But let's assume the container has /tmp2 bind-mount on /tmp.  Near as
i can tell, asking for the path of the source of that bind mount is
like asking what the real filename of an inode is - there is no single
reliable answer.  So my plan right now is to record the maj:min and
the device-relative pathname - in other words the info we have in
/proc/mountinfo.  The problem is that makes us dependent on devices.
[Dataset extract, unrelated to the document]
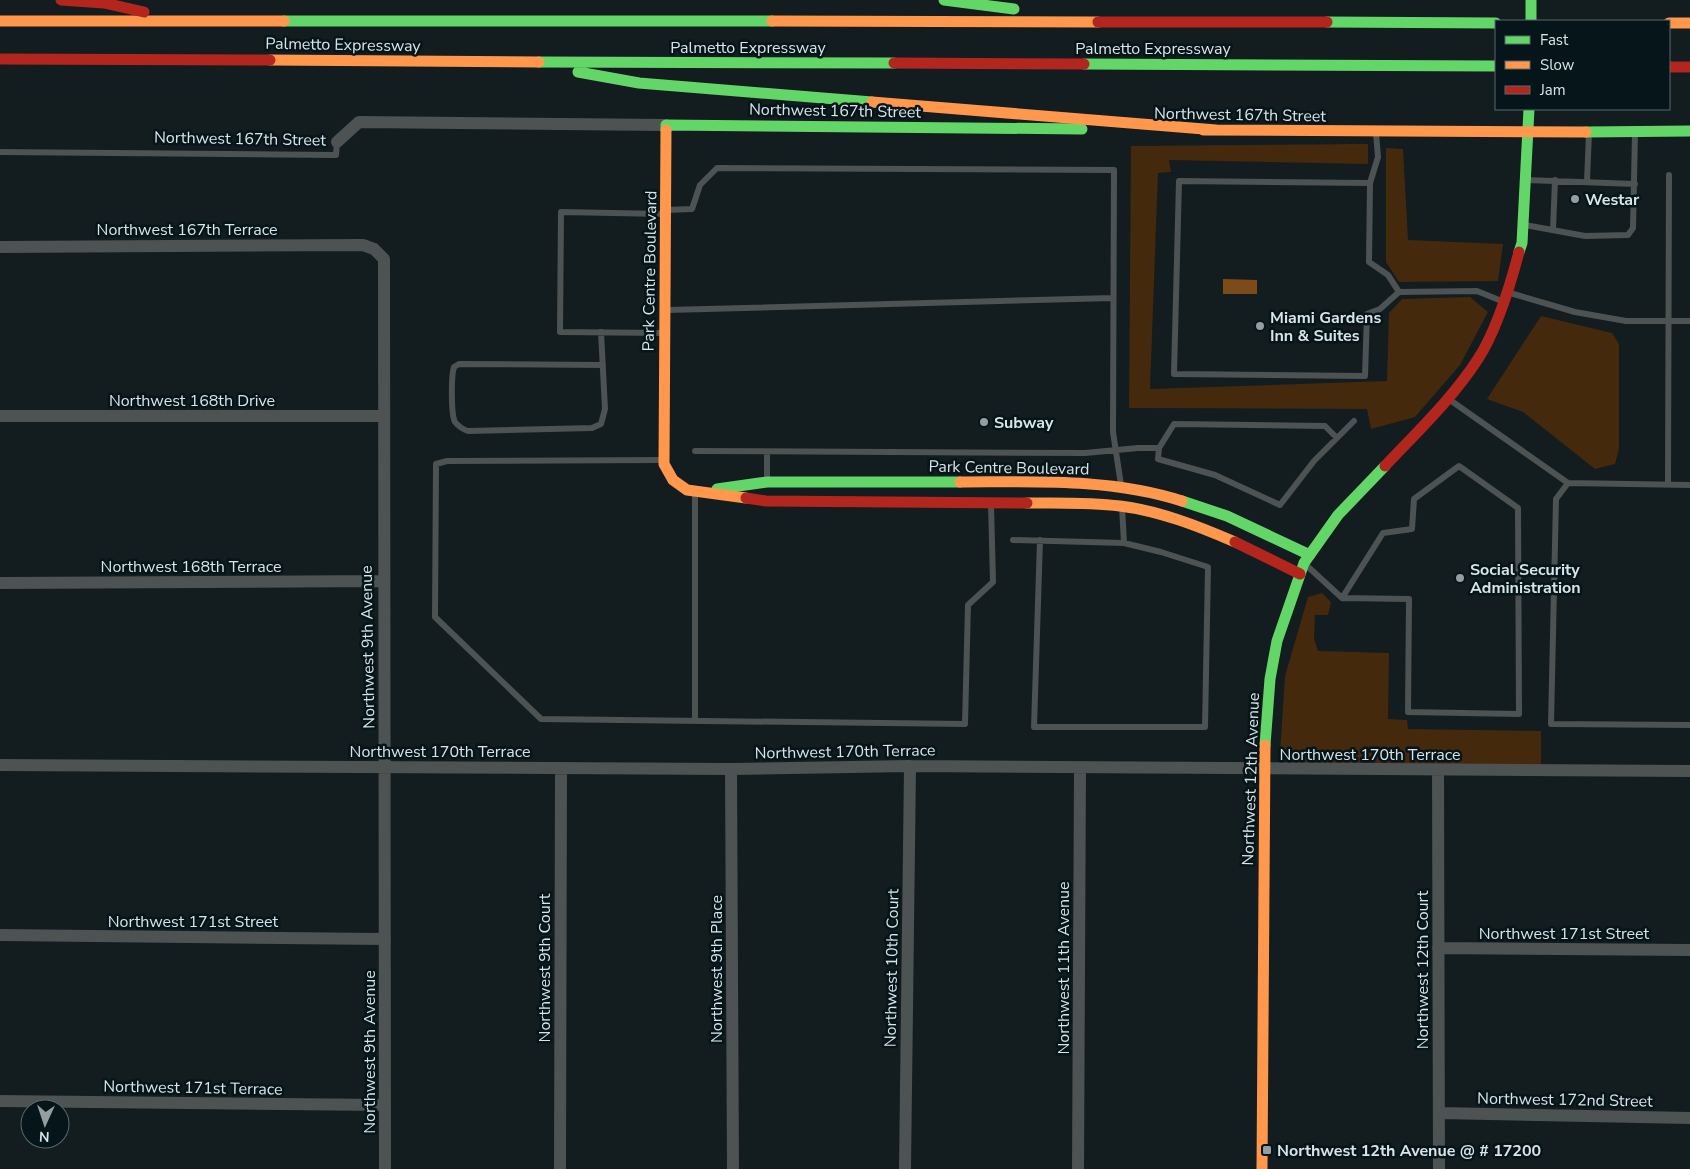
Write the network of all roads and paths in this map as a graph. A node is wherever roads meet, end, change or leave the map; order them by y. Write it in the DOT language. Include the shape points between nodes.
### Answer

I think we'll have to deal with that with translation of checkpoint
images.

Second, mounts changes caused by host.  Let's say the container was
created with /var/spool being a mount (mount --bind . .) and that
/var/spool is either a shared or slave mount.  Now, after the container
has been started, the host does a mount --bind /usr/spool/mail /var/spool/mail.
A few ways we could deal with that:

	1. We refuse checkpoint of a container which has any mounts
	   propagation escaping the container.  That'll turn into one
	   very ugly check, but should be do-able.  However, it is not
	   100% reliable.  In particular, after the bind mount above,
	   the container could have done mount --make-rprivate /var/spool.
	   Now checkpoint will not catch the past propagation leak,
	   and restart will be 'wrong'.

	2. A wrapper around the checkpoint program records the mounts
	   which existed when the container was started, and records
	   any changes at the time of checkpoint.
	
	3. (save your 'yuck's please :) We only allow mounts - or maybe
	   mounts propagation - checkpoint relative to either a
	   previous checkpoint, or some sort of configuration file
	   showing the initial state of mounts.

	   So perhaps if you want mounts c/r in a container, you must
	   start the container in a frozen state, do your first checkpoint
	   before the container's init starts up, and then do incremental
	   checkpoints from there.

Third, there is the issue of mounts propagation in general.  I suspect
the only sane thing to do is to require that propagation into and out
of the container is set up correctly by /bin/restart - not our problem
how that is done - and then we can re-create propagation between mounts
in all mounts namespaces which are isolated inside the container.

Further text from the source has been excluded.